**DATASET ENTRIES**
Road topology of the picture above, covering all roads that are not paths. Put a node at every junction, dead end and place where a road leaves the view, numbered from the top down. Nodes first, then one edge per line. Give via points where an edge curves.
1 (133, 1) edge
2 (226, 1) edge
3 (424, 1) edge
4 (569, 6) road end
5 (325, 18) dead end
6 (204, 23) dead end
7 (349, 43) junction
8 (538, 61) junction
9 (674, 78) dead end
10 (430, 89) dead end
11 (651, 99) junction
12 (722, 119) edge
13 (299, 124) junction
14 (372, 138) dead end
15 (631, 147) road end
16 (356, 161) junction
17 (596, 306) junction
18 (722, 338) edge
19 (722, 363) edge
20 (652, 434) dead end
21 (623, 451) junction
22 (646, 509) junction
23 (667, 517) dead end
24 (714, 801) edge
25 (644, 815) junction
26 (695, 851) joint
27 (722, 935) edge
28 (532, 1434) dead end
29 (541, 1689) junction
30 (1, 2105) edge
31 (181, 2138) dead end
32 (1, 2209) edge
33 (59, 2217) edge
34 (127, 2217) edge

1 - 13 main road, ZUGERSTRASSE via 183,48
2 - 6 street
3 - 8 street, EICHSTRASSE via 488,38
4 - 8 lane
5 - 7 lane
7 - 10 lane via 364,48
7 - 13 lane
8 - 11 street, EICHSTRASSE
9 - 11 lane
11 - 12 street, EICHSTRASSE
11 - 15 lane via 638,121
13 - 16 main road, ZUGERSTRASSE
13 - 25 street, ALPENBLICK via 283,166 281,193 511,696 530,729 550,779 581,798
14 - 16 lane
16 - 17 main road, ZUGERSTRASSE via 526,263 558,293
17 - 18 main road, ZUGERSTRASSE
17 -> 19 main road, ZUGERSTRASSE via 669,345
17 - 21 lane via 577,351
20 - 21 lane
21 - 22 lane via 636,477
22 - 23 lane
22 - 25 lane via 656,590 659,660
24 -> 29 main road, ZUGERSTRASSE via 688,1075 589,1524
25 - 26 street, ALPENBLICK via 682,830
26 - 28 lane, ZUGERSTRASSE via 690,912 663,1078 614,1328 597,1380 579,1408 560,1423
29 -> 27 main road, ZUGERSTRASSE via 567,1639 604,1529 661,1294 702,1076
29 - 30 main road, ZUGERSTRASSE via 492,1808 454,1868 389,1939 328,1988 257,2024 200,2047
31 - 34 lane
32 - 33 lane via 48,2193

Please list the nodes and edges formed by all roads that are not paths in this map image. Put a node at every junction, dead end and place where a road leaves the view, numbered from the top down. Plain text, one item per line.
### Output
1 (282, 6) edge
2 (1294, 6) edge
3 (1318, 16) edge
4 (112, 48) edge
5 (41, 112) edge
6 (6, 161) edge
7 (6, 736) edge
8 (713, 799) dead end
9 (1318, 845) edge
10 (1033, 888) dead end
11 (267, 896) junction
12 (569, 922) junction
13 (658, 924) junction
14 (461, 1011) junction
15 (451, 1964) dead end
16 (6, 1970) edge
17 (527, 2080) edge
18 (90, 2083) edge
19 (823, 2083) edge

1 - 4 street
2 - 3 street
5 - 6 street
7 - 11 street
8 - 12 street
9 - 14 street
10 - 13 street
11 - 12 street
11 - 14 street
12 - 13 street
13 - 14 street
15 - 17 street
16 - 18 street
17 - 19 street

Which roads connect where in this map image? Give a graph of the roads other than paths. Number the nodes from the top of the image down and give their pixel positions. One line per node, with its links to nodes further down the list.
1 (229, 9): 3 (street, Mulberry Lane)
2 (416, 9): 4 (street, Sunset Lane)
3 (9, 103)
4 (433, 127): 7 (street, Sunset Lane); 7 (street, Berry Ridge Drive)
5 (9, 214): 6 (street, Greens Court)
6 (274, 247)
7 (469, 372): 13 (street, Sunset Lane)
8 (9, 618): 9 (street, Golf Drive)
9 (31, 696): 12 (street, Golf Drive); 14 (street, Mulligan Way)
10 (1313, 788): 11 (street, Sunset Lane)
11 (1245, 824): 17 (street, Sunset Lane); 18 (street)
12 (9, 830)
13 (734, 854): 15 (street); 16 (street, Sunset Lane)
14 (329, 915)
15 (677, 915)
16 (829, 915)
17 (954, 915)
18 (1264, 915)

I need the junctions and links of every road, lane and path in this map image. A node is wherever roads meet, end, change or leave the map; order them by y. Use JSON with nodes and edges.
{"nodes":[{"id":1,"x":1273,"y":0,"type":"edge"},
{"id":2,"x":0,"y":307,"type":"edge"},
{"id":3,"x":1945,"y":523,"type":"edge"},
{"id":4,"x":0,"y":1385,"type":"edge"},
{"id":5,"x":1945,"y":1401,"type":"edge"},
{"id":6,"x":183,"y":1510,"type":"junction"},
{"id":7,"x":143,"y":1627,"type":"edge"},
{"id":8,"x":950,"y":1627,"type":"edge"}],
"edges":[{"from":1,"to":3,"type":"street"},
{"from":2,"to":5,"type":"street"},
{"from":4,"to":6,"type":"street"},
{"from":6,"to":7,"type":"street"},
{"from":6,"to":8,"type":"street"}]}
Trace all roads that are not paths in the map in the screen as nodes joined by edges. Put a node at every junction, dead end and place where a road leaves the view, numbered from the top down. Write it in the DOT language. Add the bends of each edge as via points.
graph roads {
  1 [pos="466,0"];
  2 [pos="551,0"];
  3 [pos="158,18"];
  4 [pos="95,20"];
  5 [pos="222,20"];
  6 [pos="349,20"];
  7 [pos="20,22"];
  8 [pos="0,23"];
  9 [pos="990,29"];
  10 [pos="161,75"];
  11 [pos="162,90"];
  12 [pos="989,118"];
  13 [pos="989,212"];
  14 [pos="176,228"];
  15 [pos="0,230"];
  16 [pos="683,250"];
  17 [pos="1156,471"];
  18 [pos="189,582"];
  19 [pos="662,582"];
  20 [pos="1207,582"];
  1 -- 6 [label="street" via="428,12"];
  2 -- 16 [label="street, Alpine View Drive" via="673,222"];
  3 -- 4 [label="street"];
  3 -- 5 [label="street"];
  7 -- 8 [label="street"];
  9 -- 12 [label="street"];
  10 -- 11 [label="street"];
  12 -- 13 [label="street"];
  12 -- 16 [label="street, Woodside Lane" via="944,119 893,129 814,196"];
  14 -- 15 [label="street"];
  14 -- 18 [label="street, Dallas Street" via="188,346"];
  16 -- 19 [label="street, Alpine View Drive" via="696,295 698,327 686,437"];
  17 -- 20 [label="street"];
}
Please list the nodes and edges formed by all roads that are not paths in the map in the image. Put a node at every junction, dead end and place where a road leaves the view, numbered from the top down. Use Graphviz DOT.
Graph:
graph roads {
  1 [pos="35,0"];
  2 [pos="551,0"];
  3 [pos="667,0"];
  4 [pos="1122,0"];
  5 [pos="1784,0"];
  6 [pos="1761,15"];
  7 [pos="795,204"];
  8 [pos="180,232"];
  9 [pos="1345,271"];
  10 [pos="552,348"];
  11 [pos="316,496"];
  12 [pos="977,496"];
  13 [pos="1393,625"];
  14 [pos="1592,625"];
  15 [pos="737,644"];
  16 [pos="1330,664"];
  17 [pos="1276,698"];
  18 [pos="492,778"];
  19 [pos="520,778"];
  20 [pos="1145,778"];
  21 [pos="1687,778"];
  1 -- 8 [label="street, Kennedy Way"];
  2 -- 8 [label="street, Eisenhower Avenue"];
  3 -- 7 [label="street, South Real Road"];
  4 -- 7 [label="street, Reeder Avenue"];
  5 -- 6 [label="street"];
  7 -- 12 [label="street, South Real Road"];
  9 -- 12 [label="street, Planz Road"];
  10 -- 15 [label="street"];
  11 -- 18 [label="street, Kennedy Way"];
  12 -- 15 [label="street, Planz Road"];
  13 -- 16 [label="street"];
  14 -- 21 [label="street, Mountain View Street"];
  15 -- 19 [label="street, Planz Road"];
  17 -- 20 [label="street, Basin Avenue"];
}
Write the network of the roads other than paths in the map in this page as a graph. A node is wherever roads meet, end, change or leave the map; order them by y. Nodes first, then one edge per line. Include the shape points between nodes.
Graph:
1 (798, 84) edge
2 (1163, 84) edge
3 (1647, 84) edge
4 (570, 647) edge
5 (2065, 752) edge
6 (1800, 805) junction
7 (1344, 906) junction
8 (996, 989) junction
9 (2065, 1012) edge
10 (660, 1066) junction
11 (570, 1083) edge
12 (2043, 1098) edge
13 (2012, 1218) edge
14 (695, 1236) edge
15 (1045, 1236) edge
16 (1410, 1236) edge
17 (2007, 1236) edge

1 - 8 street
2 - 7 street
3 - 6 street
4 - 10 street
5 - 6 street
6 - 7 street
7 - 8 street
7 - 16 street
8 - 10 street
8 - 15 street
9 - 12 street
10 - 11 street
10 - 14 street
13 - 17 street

**INSTRUCTIONS FOR THE TASK**
Write down exactly the span of lines above from the one containing "Use Graphviz DOT." to the one containing "Write the network", both ends included.

**EXERCISE ANSWER**
Please list the nodes and edges formed by all roads that are not paths in the map in the image. Put a node at every junction, dead end and place where a road leaves the view, numbered from the top down. Use Graphviz DOT.
Graph:
graph roads {
  1 [pos="35,0"];
  2 [pos="551,0"];
  3 [pos="667,0"];
  4 [pos="1122,0"];
  5 [pos="1784,0"];
  6 [pos="1761,15"];
  7 [pos="795,204"];
  8 [pos="180,232"];
  9 [pos="1345,271"];
  10 [pos="552,348"];
  11 [pos="316,496"];
  12 [pos="977,496"];
  13 [pos="1393,625"];
  14 [pos="1592,625"];
  15 [pos="737,644"];
  16 [pos="1330,664"];
  17 [pos="1276,698"];
  18 [pos="492,778"];
  19 [pos="520,778"];
  20 [pos="1145,778"];
  21 [pos="1687,778"];
  1 -- 8 [label="street, Kennedy Way"];
  2 -- 8 [label="street, Eisenhower Avenue"];
  3 -- 7 [label="street, South Real Road"];
  4 -- 7 [label="street, Reeder Avenue"];
  5 -- 6 [label="street"];
  7 -- 12 [label="street, South Real Road"];
  9 -- 12 [label="street, Planz Road"];
  10 -- 15 [label="street"];
  11 -- 18 [label="street, Kennedy Way"];
  12 -- 15 [label="street, Planz Road"];
  13 -- 16 [label="street"];
  14 -- 21 [label="street, Mountain View Street"];
  15 -- 19 [label="street, Planz Road"];
  17 -- 20 [label="street, Basin Avenue"];
}
Write the network of the roads other than paths in the map in this page as a graph. A node is wherever roads meet, end, change or leave the map; order them by y. Nodes first, then one edge per line. Include the shape points between nodes.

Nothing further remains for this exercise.